PROBLEM TO WORK ON: Identify all lines in the data containing the string "Avenida". Copy them out.

(Collected data entries)
--------------------

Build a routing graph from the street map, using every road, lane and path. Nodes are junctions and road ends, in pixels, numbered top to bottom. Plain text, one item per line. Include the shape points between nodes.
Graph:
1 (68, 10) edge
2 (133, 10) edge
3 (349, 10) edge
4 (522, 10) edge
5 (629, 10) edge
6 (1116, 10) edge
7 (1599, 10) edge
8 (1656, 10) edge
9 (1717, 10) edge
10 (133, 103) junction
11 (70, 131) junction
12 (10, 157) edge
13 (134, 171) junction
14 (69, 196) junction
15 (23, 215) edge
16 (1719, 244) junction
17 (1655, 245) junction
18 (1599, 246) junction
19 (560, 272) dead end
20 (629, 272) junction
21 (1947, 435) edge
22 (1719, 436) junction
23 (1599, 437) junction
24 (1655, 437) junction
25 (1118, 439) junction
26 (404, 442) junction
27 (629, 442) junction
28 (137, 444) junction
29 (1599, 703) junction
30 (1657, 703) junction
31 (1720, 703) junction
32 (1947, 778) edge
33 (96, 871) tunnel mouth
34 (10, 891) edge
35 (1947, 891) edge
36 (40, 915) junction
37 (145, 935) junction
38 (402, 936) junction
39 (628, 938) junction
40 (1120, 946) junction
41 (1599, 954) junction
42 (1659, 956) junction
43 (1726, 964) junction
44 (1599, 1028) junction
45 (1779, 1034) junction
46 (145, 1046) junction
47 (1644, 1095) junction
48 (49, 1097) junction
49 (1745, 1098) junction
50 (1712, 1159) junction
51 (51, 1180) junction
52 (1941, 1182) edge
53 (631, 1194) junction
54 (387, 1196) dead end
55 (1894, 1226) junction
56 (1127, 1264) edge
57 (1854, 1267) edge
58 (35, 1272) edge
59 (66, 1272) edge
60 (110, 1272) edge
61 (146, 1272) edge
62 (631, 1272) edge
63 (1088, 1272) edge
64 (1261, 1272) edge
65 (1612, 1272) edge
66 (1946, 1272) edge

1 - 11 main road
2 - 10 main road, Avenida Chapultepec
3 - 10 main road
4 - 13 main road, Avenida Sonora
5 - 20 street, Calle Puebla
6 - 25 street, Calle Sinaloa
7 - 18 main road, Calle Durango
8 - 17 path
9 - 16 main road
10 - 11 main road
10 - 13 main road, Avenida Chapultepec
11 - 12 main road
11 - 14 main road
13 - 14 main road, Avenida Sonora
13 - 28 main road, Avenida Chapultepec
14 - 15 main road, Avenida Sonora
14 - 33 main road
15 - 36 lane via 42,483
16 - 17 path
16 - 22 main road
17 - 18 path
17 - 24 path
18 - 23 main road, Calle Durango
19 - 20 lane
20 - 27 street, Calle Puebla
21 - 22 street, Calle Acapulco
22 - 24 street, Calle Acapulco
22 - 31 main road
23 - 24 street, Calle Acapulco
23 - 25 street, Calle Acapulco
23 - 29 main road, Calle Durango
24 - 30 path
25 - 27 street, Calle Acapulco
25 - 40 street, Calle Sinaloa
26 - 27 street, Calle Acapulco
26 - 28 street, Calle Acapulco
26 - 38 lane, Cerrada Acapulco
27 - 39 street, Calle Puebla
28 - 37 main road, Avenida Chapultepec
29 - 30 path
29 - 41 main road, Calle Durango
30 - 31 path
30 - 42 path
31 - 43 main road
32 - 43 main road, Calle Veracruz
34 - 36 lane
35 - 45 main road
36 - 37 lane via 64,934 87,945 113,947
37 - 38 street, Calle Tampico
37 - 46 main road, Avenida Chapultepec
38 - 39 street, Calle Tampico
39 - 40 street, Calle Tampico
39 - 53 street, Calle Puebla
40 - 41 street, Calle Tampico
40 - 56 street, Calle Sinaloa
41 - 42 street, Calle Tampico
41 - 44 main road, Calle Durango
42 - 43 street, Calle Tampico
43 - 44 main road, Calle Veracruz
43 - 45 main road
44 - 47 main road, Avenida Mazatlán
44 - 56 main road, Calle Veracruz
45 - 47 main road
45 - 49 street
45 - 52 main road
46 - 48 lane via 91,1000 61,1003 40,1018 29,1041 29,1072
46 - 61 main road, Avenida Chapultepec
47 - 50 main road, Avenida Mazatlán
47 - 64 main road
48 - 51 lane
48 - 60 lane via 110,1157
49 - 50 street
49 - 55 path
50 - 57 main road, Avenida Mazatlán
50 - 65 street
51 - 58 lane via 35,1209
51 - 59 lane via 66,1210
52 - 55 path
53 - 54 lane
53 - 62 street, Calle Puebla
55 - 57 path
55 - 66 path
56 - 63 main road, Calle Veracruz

--------------------

SOLUTION TO THIS TASK:
2 - 10 main road, Avenida Chapultepec
4 - 13 main road, Avenida Sonora
10 - 13 main road, Avenida Chapultepec
13 - 14 main road, Avenida Sonora
13 - 28 main road, Avenida Chapultepec
14 - 15 main road, Avenida Sonora
28 - 37 main road, Avenida Chapultepec
37 - 46 main road, Avenida Chapultepec
44 - 47 main road, Avenida Mazatlán
46 - 61 main road, Avenida Chapultepec
47 - 50 main road, Avenida Mazatlán
50 - 57 main road, Avenida Mazatlán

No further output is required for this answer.